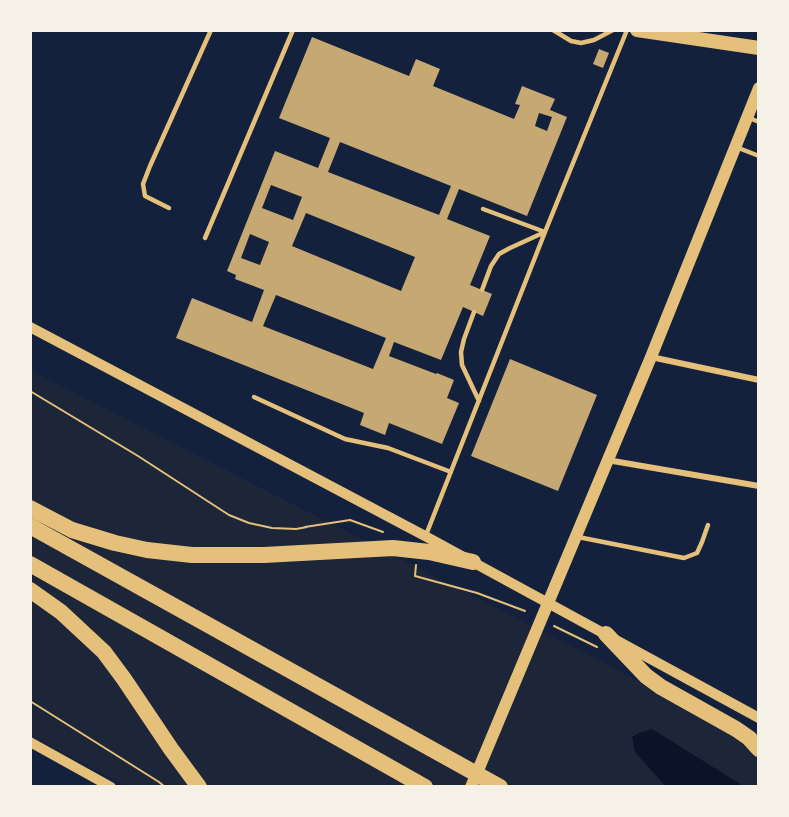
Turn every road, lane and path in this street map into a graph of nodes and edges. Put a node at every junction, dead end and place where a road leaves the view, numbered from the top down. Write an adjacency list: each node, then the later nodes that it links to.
1 (211, 30): 12 (lane)
2 (293, 30): 15 (lane)
3 (553, 30): 4 (lane)
4 (613, 30)
5 (627, 30): 14 (lane)
6 (637, 30): 7 (main road)
7 (759, 48)
8 (759, 88): 9 (main road)
9 (753, 119): 10 (main road)
10 (736, 147): 11 (lane); 19 (main road)
11 (759, 156)
12 (169, 208)
13 (483, 209): 14 (lane)
14 (545, 232): 16 (lane); 23 (lane)
15 (205, 238)
16 (482, 290)
17 (474, 312): 23 (lane)
18 (30, 327): 31 (street)
19 (651, 357): 20 (street); 24 (main road)
20 (759, 380)
21 (30, 391): 30 (path)
22 (254, 397): 25 (lane)
23 (479, 401): 25 (lane)
24 (608, 460): 26 (street); 32 (main road)
25 (451, 472): 31 (lane)
26 (759, 486)
27 (30, 508): 33 (highway)
28 (708, 525): 32 (lane)
29 (30, 526): 49 (highway)
30 (383, 532)
31 (425, 536): 34 (street)
32 (576, 536): 37 (main road)
33 (417, 551): 34 (highway); 38 (path)
34 (473, 562): 37 (street)
35 (30, 564): 47 (highway)
36 (30, 590): 46 (highway)
37 (548, 602): 39 (street); 48 (main road)
38 (525, 611)
39 (606, 634): 41 (street); 43 (highway)
40 (30, 701): 45 (path)
41 (759, 718)
42 (30, 742): 44 (street)
43 (759, 749)
44 (111, 787)
45 (165, 787)
46 (199, 787)
47 (425, 787)
48 (471, 787)
49 (500, 787)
--
Copy out the whole listing exactly. Skip its pictures.

§ Task solution
Turn every road, lane and path in this street map into a graph of nodes and edges. Put a node at every junction, dead end and place where a road leaves the view, numbered from the top down. Write an adjacency list: each node, then the later nodes that it links to.
1 (211, 30): 12 (lane)
2 (293, 30): 15 (lane)
3 (553, 30): 4 (lane)
4 (613, 30)
5 (627, 30): 14 (lane)
6 (637, 30): 7 (main road)
7 (759, 48)
8 (759, 88): 9 (main road)
9 (753, 119): 10 (main road)
10 (736, 147): 11 (lane); 19 (main road)
11 (759, 156)
12 (169, 208)
13 (483, 209): 14 (lane)
14 (545, 232): 16 (lane); 23 (lane)
15 (205, 238)
16 (482, 290)
17 (474, 312): 23 (lane)
18 (30, 327): 31 (street)
19 (651, 357): 20 (street); 24 (main road)
20 (759, 380)
21 (30, 391): 30 (path)
22 (254, 397): 25 (lane)
23 (479, 401): 25 (lane)
24 (608, 460): 26 (street); 32 (main road)
25 (451, 472): 31 (lane)
26 (759, 486)
27 (30, 508): 33 (highway)
28 (708, 525): 32 (lane)
29 (30, 526): 49 (highway)
30 (383, 532)
31 (425, 536): 34 (street)
32 (576, 536): 37 (main road)
33 (417, 551): 34 (highway); 38 (path)
34 (473, 562): 37 (street)
35 (30, 564): 47 (highway)
36 (30, 590): 46 (highway)
37 (548, 602): 39 (street); 48 (main road)
38 (525, 611)
39 (606, 634): 41 (street); 43 (highway)
40 (30, 701): 45 (path)
41 (759, 718)
42 (30, 742): 44 (street)
43 (759, 749)
44 (111, 787)
45 (165, 787)
46 (199, 787)
47 (425, 787)
48 (471, 787)
49 (500, 787)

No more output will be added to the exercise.